HUMAN RIGHTS  — BUSH’S SUDAN AMBASSADOR REFUSES TO CLASSIFY DARFUR AS GENOCIDE: Last month, President Bush’s Special Humanitarian Coordinator for Sudan Andrew Natsios told a group of Georgetown students that the “term genocide is counter to the facts of what is really occurring in Darfur.” In a testy exchange with Sen. Bob Menendez (D-NJ) at a Senate Foreign Relations Committee hearing yesterday, Natsios defiantly refused to characterize the ongoing violence in Darfur as a genocide. When Menendez asked him, “Do you consider the ongoing situation in Darfur a genocide, yes or no?” Natsios retorted, “I just answered your question. … There is very little fighting between rebels and the government and very few civilian casualties going on in Darfur right now.” A recent Oxfam report on Sudan stated that “today the situation is as desperate as ever,” as “in the first two months of 2007, more than 80,000 more people fled the ongoing violence.” “The ongoing violence in Sudan’s Darfur region continued to rise” as peacekeepers were fatally attacked in North Darfur just this week. Furthermore, the violence is increasingly dispersing. The United Nations reported yesterday that in the “latest sign that violence plaguing Darfur is spilling into neighboring Chad,” between 200 and 400 Chadians were feared dead in an “unusually brutal attack” last month. “What is happening in Chad has Darfur as its epicenter,” said a U.N. spokesman. “We’ve been warning this for months.” Natsios’s comments are part of a sad effort by the Bush administration to declare victory in the midst of an ongoing slaughter. To learn what can you do about the situation in Darfur, visit the Enough Project.


Think Fast

Former Chrysler CEO Lee Iacocca lambastes the Bush administration in his new book. “Am I the only guy in this country who’s fed up with what’s happening?” Iacocca writes. “Where the hell is our outrage? We should be screaming bloody murder. … But instead of getting mad, everyone sits around and nods their heads when the politicians say, ‘Stay the course.'”

Gov. John Corzine (D-NJ) was seriously injured yesterday in a hit-and-run car accident, hospitalizing him “with fractured ribs, a broken leg, and chest injuries.” Corzine did not “appear to have suffered life-threatening injuries.”

Rudy Giuliani’s (R) current foreign policy advisers include retired Gen.

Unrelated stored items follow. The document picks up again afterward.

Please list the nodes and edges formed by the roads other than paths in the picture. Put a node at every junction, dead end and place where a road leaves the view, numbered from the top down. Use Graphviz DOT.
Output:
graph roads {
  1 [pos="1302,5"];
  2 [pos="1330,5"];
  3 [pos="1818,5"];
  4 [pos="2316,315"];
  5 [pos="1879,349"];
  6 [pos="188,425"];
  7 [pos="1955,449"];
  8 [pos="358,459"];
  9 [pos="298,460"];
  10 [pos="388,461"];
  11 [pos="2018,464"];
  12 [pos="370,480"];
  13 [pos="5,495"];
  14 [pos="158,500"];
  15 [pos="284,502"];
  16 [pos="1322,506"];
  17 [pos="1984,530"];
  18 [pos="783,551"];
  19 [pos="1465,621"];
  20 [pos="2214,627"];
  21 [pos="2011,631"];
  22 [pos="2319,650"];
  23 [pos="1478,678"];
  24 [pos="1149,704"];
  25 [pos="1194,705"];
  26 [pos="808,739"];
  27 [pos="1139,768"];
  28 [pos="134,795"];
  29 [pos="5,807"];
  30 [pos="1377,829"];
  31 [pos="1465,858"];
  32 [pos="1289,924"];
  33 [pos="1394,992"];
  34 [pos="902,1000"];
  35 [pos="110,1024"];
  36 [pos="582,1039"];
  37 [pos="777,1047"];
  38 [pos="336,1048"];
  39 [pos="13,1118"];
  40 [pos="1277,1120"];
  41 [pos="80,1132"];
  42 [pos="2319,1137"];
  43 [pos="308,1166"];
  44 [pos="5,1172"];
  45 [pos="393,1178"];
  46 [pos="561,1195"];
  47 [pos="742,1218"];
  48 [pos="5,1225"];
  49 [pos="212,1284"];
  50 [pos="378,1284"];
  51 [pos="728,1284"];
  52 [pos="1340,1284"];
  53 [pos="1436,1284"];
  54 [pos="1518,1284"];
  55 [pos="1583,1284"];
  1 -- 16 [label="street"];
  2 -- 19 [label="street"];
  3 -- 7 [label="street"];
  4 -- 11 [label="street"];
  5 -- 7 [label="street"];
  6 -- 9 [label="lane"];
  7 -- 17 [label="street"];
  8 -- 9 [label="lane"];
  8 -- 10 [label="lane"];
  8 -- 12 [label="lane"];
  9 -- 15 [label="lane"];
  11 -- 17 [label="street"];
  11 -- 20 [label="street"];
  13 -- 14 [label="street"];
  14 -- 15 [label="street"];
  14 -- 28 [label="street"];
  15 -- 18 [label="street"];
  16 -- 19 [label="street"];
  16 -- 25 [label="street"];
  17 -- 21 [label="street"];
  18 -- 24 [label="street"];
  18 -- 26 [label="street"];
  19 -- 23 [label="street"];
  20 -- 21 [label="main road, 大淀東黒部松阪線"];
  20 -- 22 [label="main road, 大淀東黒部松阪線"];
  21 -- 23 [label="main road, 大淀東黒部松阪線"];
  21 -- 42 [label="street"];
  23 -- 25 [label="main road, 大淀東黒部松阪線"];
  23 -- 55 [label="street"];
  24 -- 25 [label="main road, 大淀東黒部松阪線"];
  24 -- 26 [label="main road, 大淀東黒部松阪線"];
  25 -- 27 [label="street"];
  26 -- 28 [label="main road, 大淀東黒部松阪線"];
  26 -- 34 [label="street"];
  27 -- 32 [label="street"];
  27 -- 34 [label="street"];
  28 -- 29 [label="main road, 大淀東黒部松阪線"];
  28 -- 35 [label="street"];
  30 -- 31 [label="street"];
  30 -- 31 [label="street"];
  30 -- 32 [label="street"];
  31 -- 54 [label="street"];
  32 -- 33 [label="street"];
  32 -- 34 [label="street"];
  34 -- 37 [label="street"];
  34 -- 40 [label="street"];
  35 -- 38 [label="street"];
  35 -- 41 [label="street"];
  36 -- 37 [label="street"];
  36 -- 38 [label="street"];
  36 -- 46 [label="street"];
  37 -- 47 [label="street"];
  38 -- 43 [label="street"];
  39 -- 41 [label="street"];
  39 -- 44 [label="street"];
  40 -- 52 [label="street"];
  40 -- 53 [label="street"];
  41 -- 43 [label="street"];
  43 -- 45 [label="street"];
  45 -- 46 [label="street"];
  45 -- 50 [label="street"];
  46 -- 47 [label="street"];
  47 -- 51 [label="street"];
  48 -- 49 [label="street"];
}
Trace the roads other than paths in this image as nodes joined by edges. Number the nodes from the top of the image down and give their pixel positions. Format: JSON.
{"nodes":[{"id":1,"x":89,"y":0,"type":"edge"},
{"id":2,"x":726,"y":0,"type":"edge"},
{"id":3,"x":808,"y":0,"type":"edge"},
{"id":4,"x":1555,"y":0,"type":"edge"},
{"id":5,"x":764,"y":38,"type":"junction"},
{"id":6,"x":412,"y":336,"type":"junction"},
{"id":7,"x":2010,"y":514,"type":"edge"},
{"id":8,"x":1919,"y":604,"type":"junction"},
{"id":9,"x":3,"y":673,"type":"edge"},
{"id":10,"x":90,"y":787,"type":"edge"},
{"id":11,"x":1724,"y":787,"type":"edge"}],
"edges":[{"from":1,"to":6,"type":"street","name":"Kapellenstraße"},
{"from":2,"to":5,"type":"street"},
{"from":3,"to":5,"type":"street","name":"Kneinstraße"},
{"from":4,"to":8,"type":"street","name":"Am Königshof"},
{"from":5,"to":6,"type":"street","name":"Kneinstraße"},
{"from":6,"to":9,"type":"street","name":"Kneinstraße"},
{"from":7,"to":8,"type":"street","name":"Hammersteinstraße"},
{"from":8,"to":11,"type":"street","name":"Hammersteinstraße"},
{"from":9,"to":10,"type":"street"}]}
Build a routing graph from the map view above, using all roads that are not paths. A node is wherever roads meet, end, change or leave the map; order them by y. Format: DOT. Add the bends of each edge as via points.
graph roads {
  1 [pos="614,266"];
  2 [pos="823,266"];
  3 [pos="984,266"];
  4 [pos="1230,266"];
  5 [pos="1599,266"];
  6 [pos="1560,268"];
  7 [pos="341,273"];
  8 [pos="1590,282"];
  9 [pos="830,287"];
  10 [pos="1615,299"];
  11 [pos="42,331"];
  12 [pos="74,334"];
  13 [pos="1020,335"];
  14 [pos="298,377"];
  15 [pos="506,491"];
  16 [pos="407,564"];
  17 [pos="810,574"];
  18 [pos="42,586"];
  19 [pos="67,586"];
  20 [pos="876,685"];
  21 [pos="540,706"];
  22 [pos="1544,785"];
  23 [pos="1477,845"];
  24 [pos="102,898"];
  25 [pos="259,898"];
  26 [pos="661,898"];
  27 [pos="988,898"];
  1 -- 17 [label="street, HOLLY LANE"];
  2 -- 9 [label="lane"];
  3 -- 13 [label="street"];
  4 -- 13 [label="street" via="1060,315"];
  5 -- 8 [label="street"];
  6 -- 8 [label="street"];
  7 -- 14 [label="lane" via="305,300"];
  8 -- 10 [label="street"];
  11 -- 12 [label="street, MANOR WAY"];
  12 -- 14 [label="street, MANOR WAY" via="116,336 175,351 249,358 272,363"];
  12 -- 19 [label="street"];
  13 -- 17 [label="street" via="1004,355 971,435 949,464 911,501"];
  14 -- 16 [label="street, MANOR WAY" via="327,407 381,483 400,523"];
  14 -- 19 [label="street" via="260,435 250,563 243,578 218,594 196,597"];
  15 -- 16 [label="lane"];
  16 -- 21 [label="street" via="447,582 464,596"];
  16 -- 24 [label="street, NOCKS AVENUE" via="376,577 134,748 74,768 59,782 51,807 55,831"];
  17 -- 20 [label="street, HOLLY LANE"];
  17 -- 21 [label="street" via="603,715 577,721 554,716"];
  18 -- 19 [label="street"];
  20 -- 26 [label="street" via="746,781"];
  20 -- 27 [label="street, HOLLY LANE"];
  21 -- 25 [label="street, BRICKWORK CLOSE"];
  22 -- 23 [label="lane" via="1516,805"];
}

Jack Keane, the architect of President Bush’s Iraq escalation policy, and former U.N. Ambassador John Bolton.

“Four years after Iraq’s Saddam Hussein was deposed by U.S.-led troops, an international panel charged with recommending invitations for an exclusive meeting of the world’s democracies” has ruled that Iraq is “not invited,” the same status the country had under Hussein’s rule. Last year, Iraq had observer status at the Community of Democracies meeting.

“President Bush is threatening to veto a Senate intelligence bill that’s laced with provisions that would force the White House and spy agencies to be more responsive to Congress.” 

Advocacy groups are scoring a “surprising success in an effort to link the Olympics, which the Chinese government holds very dear, to the killings in Darfur, which, until recently, Beijing had not seemed too concerned about.”

$100,000: The legal fees paid this year by Rep. Rick Renzi (R-AZ), who is wresting with separate investigations probing whether Renzi “introduced legislation that benefited a military contractor that employs his father,” and whether he “helped promote the sale of land that netted a former business partner $4.5 million.”

As many as 6 million prepared meals worth more than $40 million that were “stockpiled near potential victims of the 2006 hurricane season spoiled in the Gulf Coast heat last summer when the Federal Emergency Management Agency ran short of warehouse and refrigeration space.”

And finally: Some Connecticut lawmakers are pushing the state to adopt Connecticut Fun, a 1983 tune by the band Punkestra, as the state’s official punk song. Peter Detmold of the punk band New London’s Reducers is “amused” by the whole idea: “Well, I just wonder if that sort of recognition is true to the punk ethos. I guess it seems wrong-headed or oxymoronic for a punk-rock song to be official anything, and you wonder what (the legislature) is supposed to be paying attention to.”